## DIRECTIONS FOR THIS TASK
Set every record down verbatim and omit the pictures.

## EXERCISE DATA

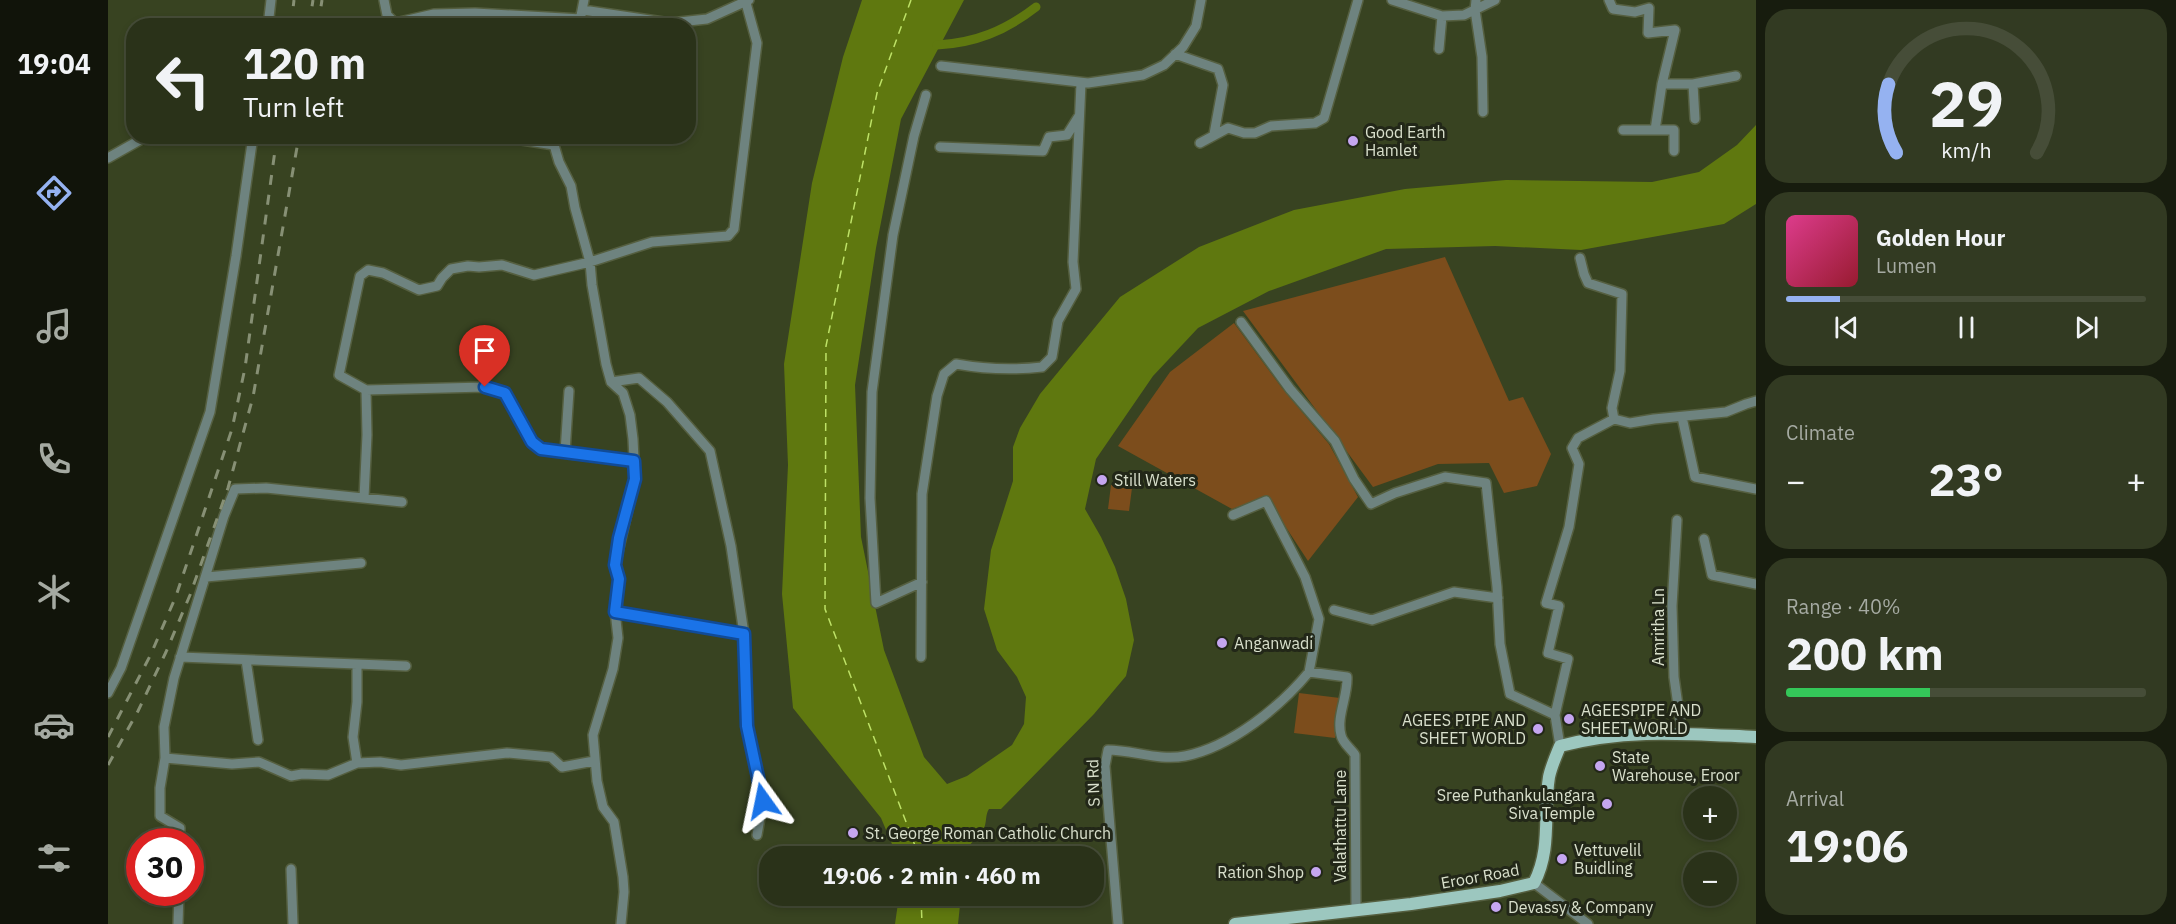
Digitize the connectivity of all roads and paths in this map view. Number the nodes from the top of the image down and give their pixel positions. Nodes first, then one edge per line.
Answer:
1 (271, 0) edge
2 (384, 0) edge
3 (584, 0) edge
4 (1201, 0) edge
5 (1358, 0) edge
6 (1392, 0) edge
7 (1495, 0) edge
8 (1609, 0) edge
9 (748, 1) edge
10 (1476, 5) edge
11 (1442, 16) junction
12 (269, 18) edge
13 (390, 18) edge
14 (414, 18) edge
15 (581, 18) edge
16 (696, 20) edge
17 (1439, 49) dead end
18 (1175, 54) junction
19 (941, 66) dead end
20 (1736, 76) dead end
21 (1081, 82) junction
22 (1662, 84) junction
23 (1693, 84) junction
24 (926, 95) dead end
25 (1483, 112) dead end
26 (1079, 116) junction
27 (1695, 119) dead end
28 (1623, 130) dead end
29 (1655, 130) junction
30 (1214, 134) junction
31 (1200, 143) dead end
32 (133, 144) edge
33 (252, 144) edge
34 (555, 144) edge
35 (940, 147) dead end
36 (1674, 151) dead end
37 (108, 158) edge
38 (1580, 258) dead end
39 (591, 262) junction
40 (1241, 322) dead end
41 (611, 382) junction
42 (366, 390) junction
43 (569, 391) dead end
44 (1756, 401) edge
45 (1682, 417) junction
46 (1614, 419) junction
47 (565, 452) junction
48 (634, 461) junction
49 (1756, 489) edge
50 (364, 498) junction
51 (402, 502) dead end
52 (1233, 515) dead end
53 (1677, 520) dead end
54 (1704, 539) dead end
55 (360, 563) dead end
56 (206, 577) junction
57 (922, 582) junction
58 (1756, 584) edge
59 (1498, 598) junction
60 (1334, 610) dead end
61 (615, 612) junction
62 (744, 634) junction
63 (180, 657) junction
64 (921, 657) dead end
65 (246, 660) junction
66 (357, 664) junction
67 (406, 666) dead end
68 (1310, 672) junction
69 (109, 689) edge
70 (1555, 715) junction
71 (1685, 734) junction
72 (1756, 737) edge
73 (258, 740) dead end
74 (1560, 746) junction
75 (165, 758) junction
76 (594, 762) junction
77 (357, 763) junction
78 (180, 828) edge
79 (757, 835) dead end
80 (291, 869) dead end
81 (1534, 883) junction
82 (179, 906) edge
83 (1356, 910) junction
84 (1289, 921) edge
85 (178, 924) edge
86 (293, 924) edge
87 (621, 924) edge
88 (1118, 924) edge
89 (1235, 924) edge
90 (1588, 924) edge

1 - 12 street
2 - 13 street
3 - 15 street
4 - 18 street
5 - 30 street
6 - 11 street
7 - 10 street
8 - 22 street
9 - 16 street
9 - 39 street
10 - 11 street
10 - 25 street
11 - 17 street
14 - 15 street
18 - 21 street
18 - 30 street
19 - 21 street
20 - 23 street
21 - 26 street
22 - 23 street
22 - 29 street
23 - 27 street
24 - 57 street
26 - 35 street
26 - 57 street
28 - 29 street
29 - 36 street
30 - 31 street
32 - 37 street
33 - 69 street
34 - 39 street
38 - 46 street
39 - 41 street
39 - 42 street
40 - 59 street
41 - 48 street
41 - 62 street
42 - 47 street
42 - 50 street
43 - 47 street
44 - 45 street
45 - 46 street
45 - 49 street
46 - 70 street
47 - 48 street
48 - 61 street
50 - 51 street
50 - 56 street
52 - 68 street
53 - 71 street, Amritha Ln
54 - 58 street
55 - 56 street
56 - 63 street
57 - 64 street
59 - 60 street
59 - 70 street
61 - 62 street
61 - 76 street
62 - 79 street
63 - 65 street
63 - 75 street
65 - 66 street
65 - 73 street
66 - 67 street
66 - 77 street
68 - 83 street, Valathattu Lane
68 - 88 street, S N Rd
70 - 74 street
71 - 72 main road
71 - 74 main road
74 - 81 main road, Eroor Road
75 - 77 street
75 - 78 street
76 - 77 street
76 - 87 street
80 - 86 street
81 - 83 main road, Eroor Road
81 - 90 street
82 - 85 street
83 - 84 main road, Eroor Road
84 - 89 main road, Eroor Road

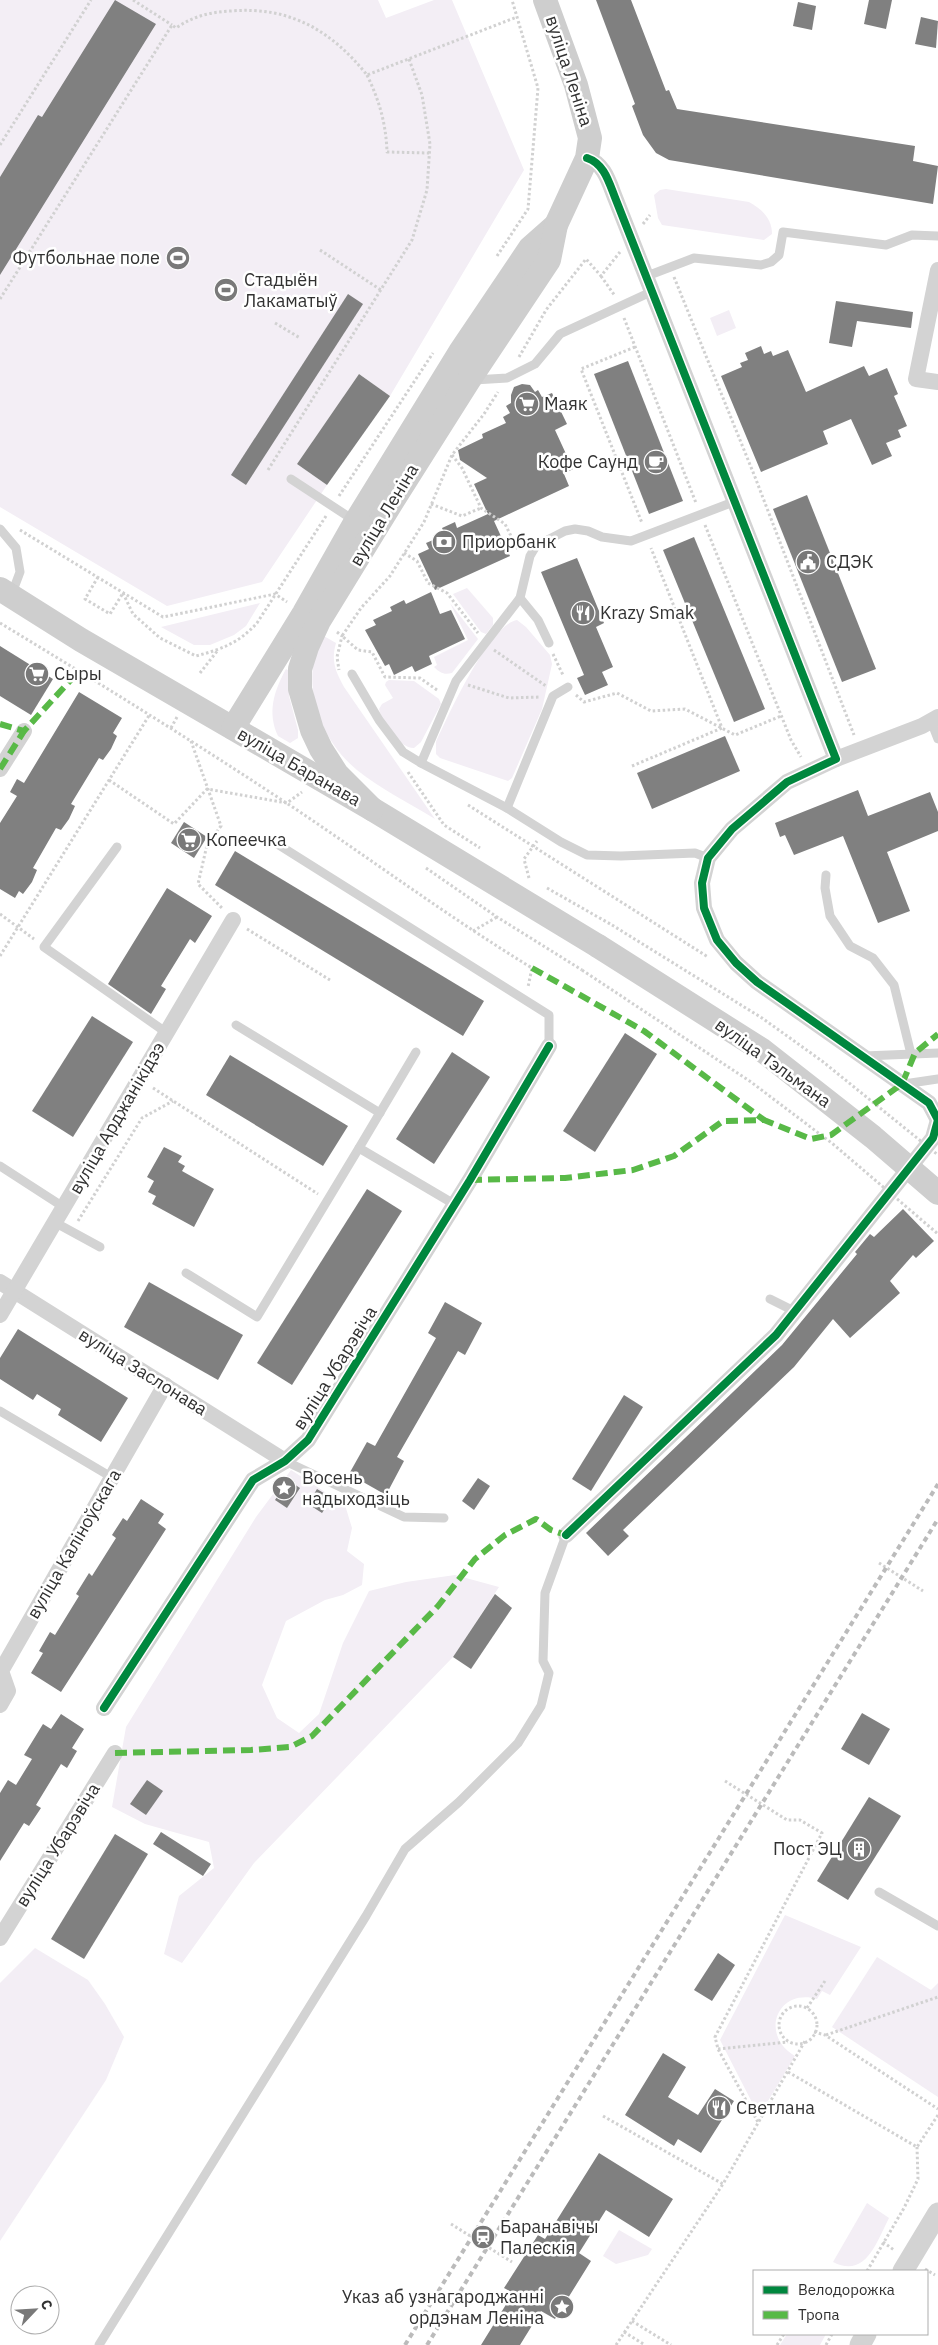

## EXERCISE OUTPUT
Digitize the connectivity of all roads and paths in this map view. Number the nodes from the top of the image down and give their pixel positions. Nodes first, then one edge per line.
Answer:
1 (271, 0) edge
2 (384, 0) edge
3 (584, 0) edge
4 (1201, 0) edge
5 (1358, 0) edge
6 (1392, 0) edge
7 (1495, 0) edge
8 (1609, 0) edge
9 (748, 1) edge
10 (1476, 5) edge
11 (1442, 16) junction
12 (269, 18) edge
13 (390, 18) edge
14 (414, 18) edge
15 (581, 18) edge
16 (696, 20) edge
17 (1439, 49) dead end
18 (1175, 54) junction
19 (941, 66) dead end
20 (1736, 76) dead end
21 (1081, 82) junction
22 (1662, 84) junction
23 (1693, 84) junction
24 (926, 95) dead end
25 (1483, 112) dead end
26 (1079, 116) junction
27 (1695, 119) dead end
28 (1623, 130) dead end
29 (1655, 130) junction
30 (1214, 134) junction
31 (1200, 143) dead end
32 (133, 144) edge
33 (252, 144) edge
34 (555, 144) edge
35 (940, 147) dead end
36 (1674, 151) dead end
37 (108, 158) edge
38 (1580, 258) dead end
39 (591, 262) junction
40 (1241, 322) dead end
41 (611, 382) junction
42 (366, 390) junction
43 (569, 391) dead end
44 (1756, 401) edge
45 (1682, 417) junction
46 (1614, 419) junction
47 (565, 452) junction
48 (634, 461) junction
49 (1756, 489) edge
50 (364, 498) junction
51 (402, 502) dead end
52 (1233, 515) dead end
53 (1677, 520) dead end
54 (1704, 539) dead end
55 (360, 563) dead end
56 (206, 577) junction
57 (922, 582) junction
58 (1756, 584) edge
59 (1498, 598) junction
60 (1334, 610) dead end
61 (615, 612) junction
62 (744, 634) junction
63 (180, 657) junction
64 (921, 657) dead end
65 (246, 660) junction
66 (357, 664) junction
67 (406, 666) dead end
68 (1310, 672) junction
69 (109, 689) edge
70 (1555, 715) junction
71 (1685, 734) junction
72 (1756, 737) edge
73 (258, 740) dead end
74 (1560, 746) junction
75 (165, 758) junction
76 (594, 762) junction
77 (357, 763) junction
78 (180, 828) edge
79 (757, 835) dead end
80 (291, 869) dead end
81 (1534, 883) junction
82 (179, 906) edge
83 (1356, 910) junction
84 (1289, 921) edge
85 (178, 924) edge
86 (293, 924) edge
87 (621, 924) edge
88 (1118, 924) edge
89 (1235, 924) edge
90 (1588, 924) edge

1 - 12 street
2 - 13 street
3 - 15 street
4 - 18 street
5 - 30 street
6 - 11 street
7 - 10 street
8 - 22 street
9 - 16 street
9 - 39 street
10 - 11 street
10 - 25 street
11 - 17 street
14 - 15 street
18 - 21 street
18 - 30 street
19 - 21 street
20 - 23 street
21 - 26 street
22 - 23 street
22 - 29 street
23 - 27 street
24 - 57 street
26 - 35 street
26 - 57 street
28 - 29 street
29 - 36 street
30 - 31 street
32 - 37 street
33 - 69 street
34 - 39 street
38 - 46 street
39 - 41 street
39 - 42 street
40 - 59 street
41 - 48 street
41 - 62 street
42 - 47 street
42 - 50 street
43 - 47 street
44 - 45 street
45 - 46 street
45 - 49 street
46 - 70 street
47 - 48 street
48 - 61 street
50 - 51 street
50 - 56 street
52 - 68 street
53 - 71 street, Amritha Ln
54 - 58 street
55 - 56 street
56 - 63 street
57 - 64 street
59 - 60 street
59 - 70 street
61 - 62 street
61 - 76 street
62 - 79 street
63 - 65 street
63 - 75 street
65 - 66 street
65 - 73 street
66 - 67 street
66 - 77 street
68 - 83 street, Valathattu Lane
68 - 88 street, S N Rd
70 - 74 street
71 - 72 main road
71 - 74 main road
74 - 81 main road, Eroor Road
75 - 77 street
75 - 78 street
76 - 77 street
76 - 87 street
80 - 86 street
81 - 83 main road, Eroor Road
81 - 90 street
82 - 85 street
83 - 84 main road, Eroor Road
84 - 89 main road, Eroor Road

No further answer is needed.